### What is expected
Counting only lines that contain "down", state the total found in the material below. Add nothing else.

### Materials provided
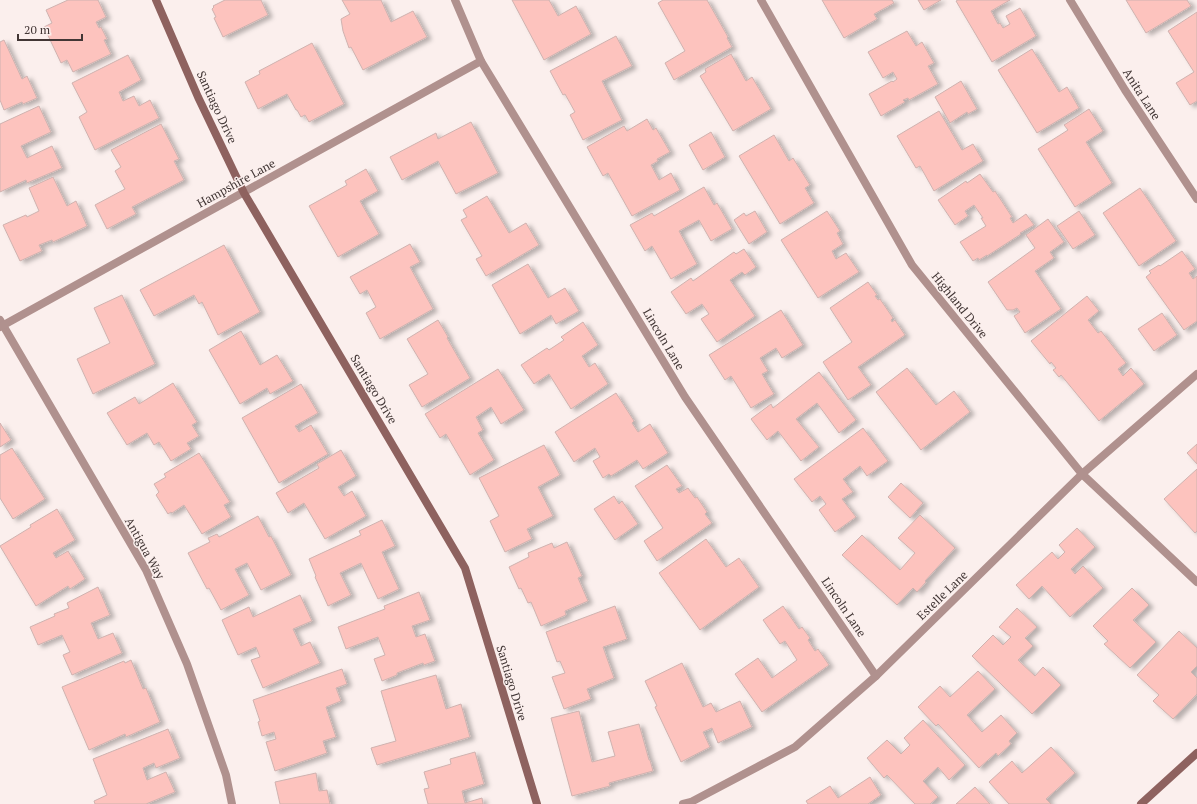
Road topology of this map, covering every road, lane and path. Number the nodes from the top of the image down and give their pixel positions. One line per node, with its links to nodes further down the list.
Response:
1 (156, 0): 6 (street, Santiago Drive)
2 (455, 0): 5 (street, Lincoln Lane)
3 (762, 0): 10 (street, Highland Drive)
4 (1070, 0): 7 (street, Anita Lane)
5 (481, 61): 6 (street, Hampshire Lane); 12 (street, Lincoln Lane)
6 (244, 193): 8 (street, Hampshire Lane); 15 (street, Santiago Drive)
7 (1197, 199)
8 (1, 324): 14 (street, Antigua Way)
9 (1197, 374): 10 (street, Estelle Lane)
10 (1082, 474): 11 (street, Highland Drive); 12 (street, Estelle Lane)
11 (1197, 582)
12 (876, 676): 16 (street, Estelle Lane)
13 (1197, 753): 17 (street)
14 (232, 804)
15 (537, 804)
16 (684, 804)
17 (1141, 804)

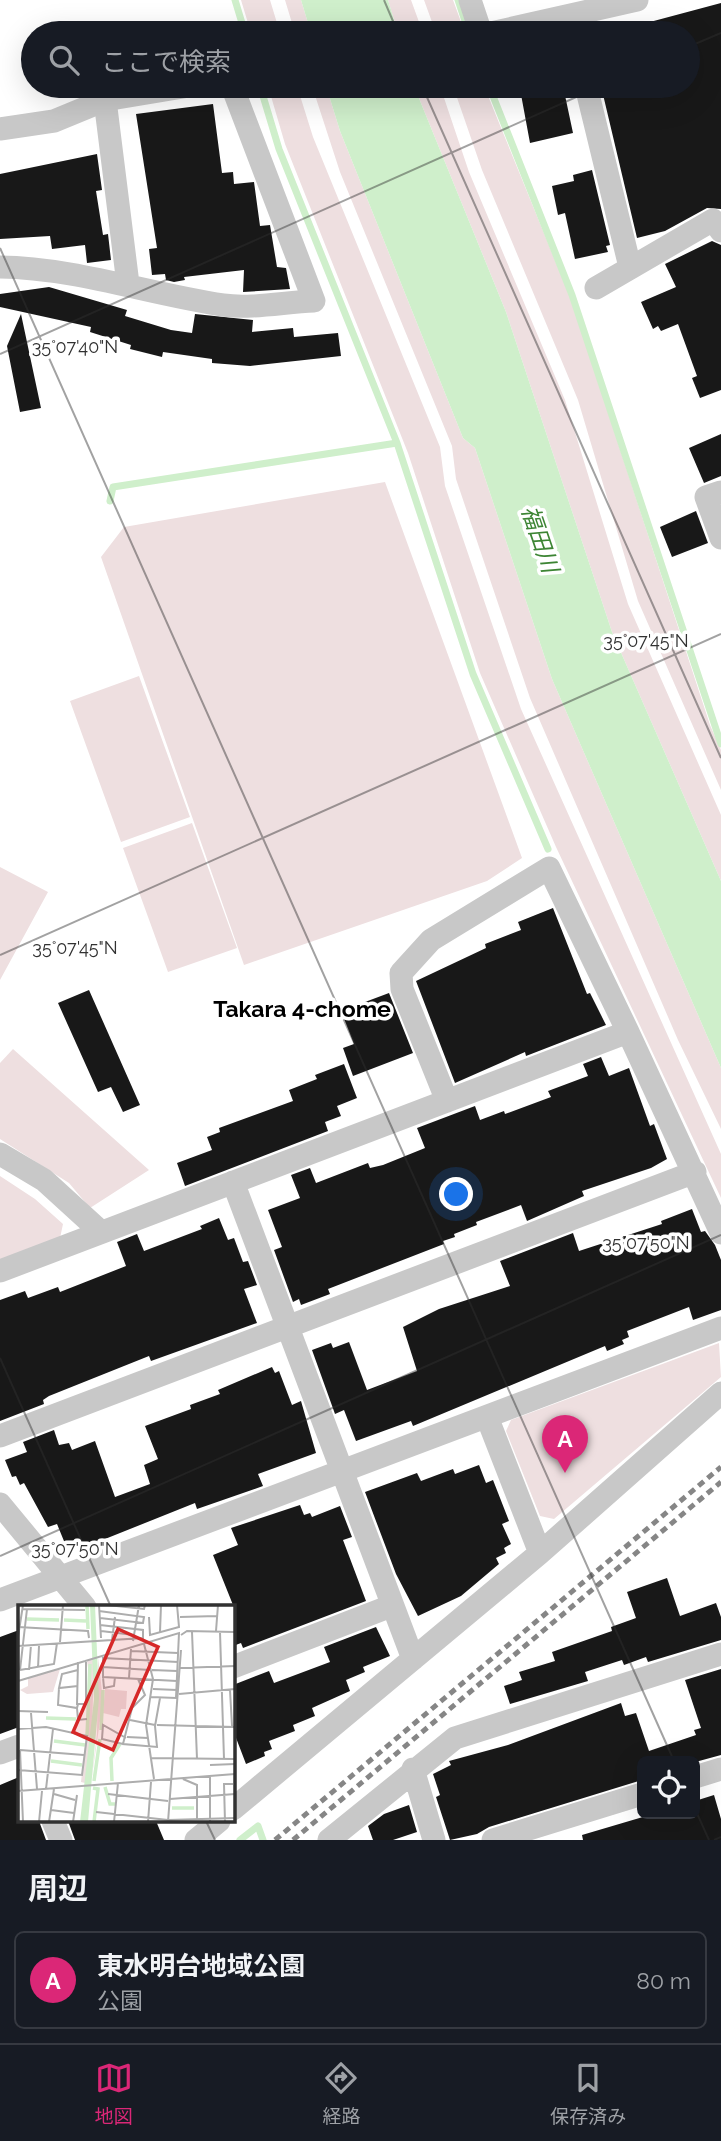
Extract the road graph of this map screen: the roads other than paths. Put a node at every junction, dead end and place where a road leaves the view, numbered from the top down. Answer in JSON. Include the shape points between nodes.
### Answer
{"nodes":[{"id":1,"x":470,"y":0,"type":"edge"},
{"id":2,"x":637,"y":0,"type":"edge"},
{"id":3,"x":477,"y":21,"type":"edge"},
{"id":4,"x":579,"y":21,"type":"edge"},
{"id":5,"x":117,"y":98,"type":"edge"},
{"id":6,"x":237,"y":98,"type":"edge"},
{"id":7,"x":589,"y":98,"type":"edge"},
{"id":8,"x":105,"y":100,"type":"junction"},
{"id":9,"x":0,"y":129,"type":"edge"},
{"id":10,"x":721,"y":231,"type":"edge"},
{"id":11,"x":0,"y":267,"type":"edge"},
{"id":12,"x":630,"y":267,"type":"junction"},
{"id":13,"x":128,"y":284,"type":"junction"},
{"id":14,"x":596,"y":288,"type":"dead end"},
{"id":15,"x":721,"y":492,"type":"edge"},
{"id":16,"x":721,"y":538,"type":"edge"},
{"id":17,"x":628,"y":1032,"type":"junction"},
{"id":18,"x":447,"y":1101,"type":"junction"},
{"id":19,"x":0,"y":1154,"type":"edge"},
{"id":20,"x":695,"y":1172,"type":"junction"},
{"id":21,"x":233,"y":1182,"type":"junction"},
{"id":22,"x":101,"y":1232,"type":"junction"},
{"id":23,"x":721,"y":1233,"type":"edge"},
{"id":24,"x":0,"y":1270,"type":"edge"},
{"id":25,"x":287,"y":1327,"type":"junction"},
{"id":26,"x":721,"y":1328,"type":"edge"},
{"id":27,"x":721,"y":1393,"type":"edge"},
{"id":28,"x":487,"y":1417,"type":"junction"},
{"id":29,"x":0,"y":1436,"type":"edge"},
{"id":30,"x":342,"y":1472,"type":"junction"},
{"id":31,"x":0,"y":1504,"type":"edge"},
{"id":32,"x":540,"y":1553,"type":"junction"},
{"id":33,"x":60,"y":1576,"type":"junction"},
{"id":34,"x":0,"y":1600,"type":"edge"},
{"id":35,"x":83,"y":1605,"type":"edge"},
{"id":36,"x":391,"y":1606,"type":"junction"},
{"id":37,"x":721,"y":1654,"type":"edge"},
{"id":38,"x":413,"y":1659,"type":"junction"},
{"id":39,"x":234,"y":1667,"type":"edge"},
{"id":40,"x":18,"y":1746,"type":"edge"},
{"id":41,"x":0,"y":1753,"type":"edge"},
{"id":42,"x":413,"y":1769,"type":"junction"},
{"id":43,"x":721,"y":1769,"type":"edge"},
{"id":44,"x":700,"y":1775,"type":"edge"},
{"id":45,"x":637,"y":1796,"type":"edge"},
{"id":46,"x":237,"y":1797,"type":"edge"},
{"id":47,"x":53,"y":1822,"type":"edge"},
{"id":48,"x":218,"y":1822,"type":"edge"},
{"id":49,"x":61,"y":1840,"type":"edge"},
{"id":50,"x":196,"y":1840,"type":"edge"},
{"id":51,"x":329,"y":1840,"type":"edge"},
{"id":52,"x":434,"y":1840,"type":"edge"},
{"id":53,"x":493,"y":1840,"type":"edge"}],
"edges":[{"from":1,"to":3,"type":"street"},
{"from":2,"to":4,"type":"street"},
{"from":5,"to":8,"type":"street"},
{"from":6,"to":13,"type":"street","via":[[314,301],[225,305]]},
{"from":7,"to":12,"type":"street"},
{"from":8,"to":9,"type":"street","via":[[54,121]]},
{"from":8,"to":13,"type":"street"},
{"from":10,"to":12,"type":"street","via":[[713,219]]},
{"from":11,"to":13,"type":"street","via":[[30,267]]},
{"from":12,"to":14,"type":"street"},
{"from":15,"to":16,"type":"street","via":[[706,497]]},
{"from":17,"to":18,"type":"street"},
{"from":17,"to":18,"type":"street","via":[[549,868],[431,940],[401,973],[401,989]]},
{"from":17,"to":20,"type":"street"},
{"from":18,"to":21,"type":"street"},
{"from":19,"to":22,"type":"street","via":[[44,1180]]},
{"from":20,"to":23,"type":"street"},
{"from":20,"to":25,"type":"street"},
{"from":21,"to":22,"type":"street"},
{"from":21,"to":25,"type":"street"},
{"from":22,"to":24,"type":"street"},
{"from":25,"to":29,"type":"street"},
{"from":25,"to":30,"type":"street"},
{"from":26,"to":28,"type":"street"},
{"from":27,"to":32,"type":"street"},
{"from":28,"to":30,"type":"street"},
{"from":28,"to":32,"type":"street"},
{"from":30,"to":33,"type":"street"},
{"from":30,"to":36,"type":"street"},
{"from":31,"to":33,"type":"street"},
{"from":32,"to":38,"type":"street"},
{"from":33,"to":34,"type":"street"},
{"from":33,"to":35,"type":"street"},
{"from":36,"to":38,"type":"street"},
{"from":36,"to":39,"type":"street"},
{"from":37,"to":42,"type":"street","via":[[455,1738]]},
{"from":38,"to":46,"type":"street"},
{"from":40,"to":41,"type":"street"},
{"from":42,"to":51,"type":"street"},
{"from":42,"to":52,"type":"street"},
{"from":43,"to":44,"type":"street"},
{"from":45,"to":53,"type":"street"},
{"from":47,"to":49,"type":"street"},
{"from":48,"to":50,"type":"street"}]}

### Exercise solution
2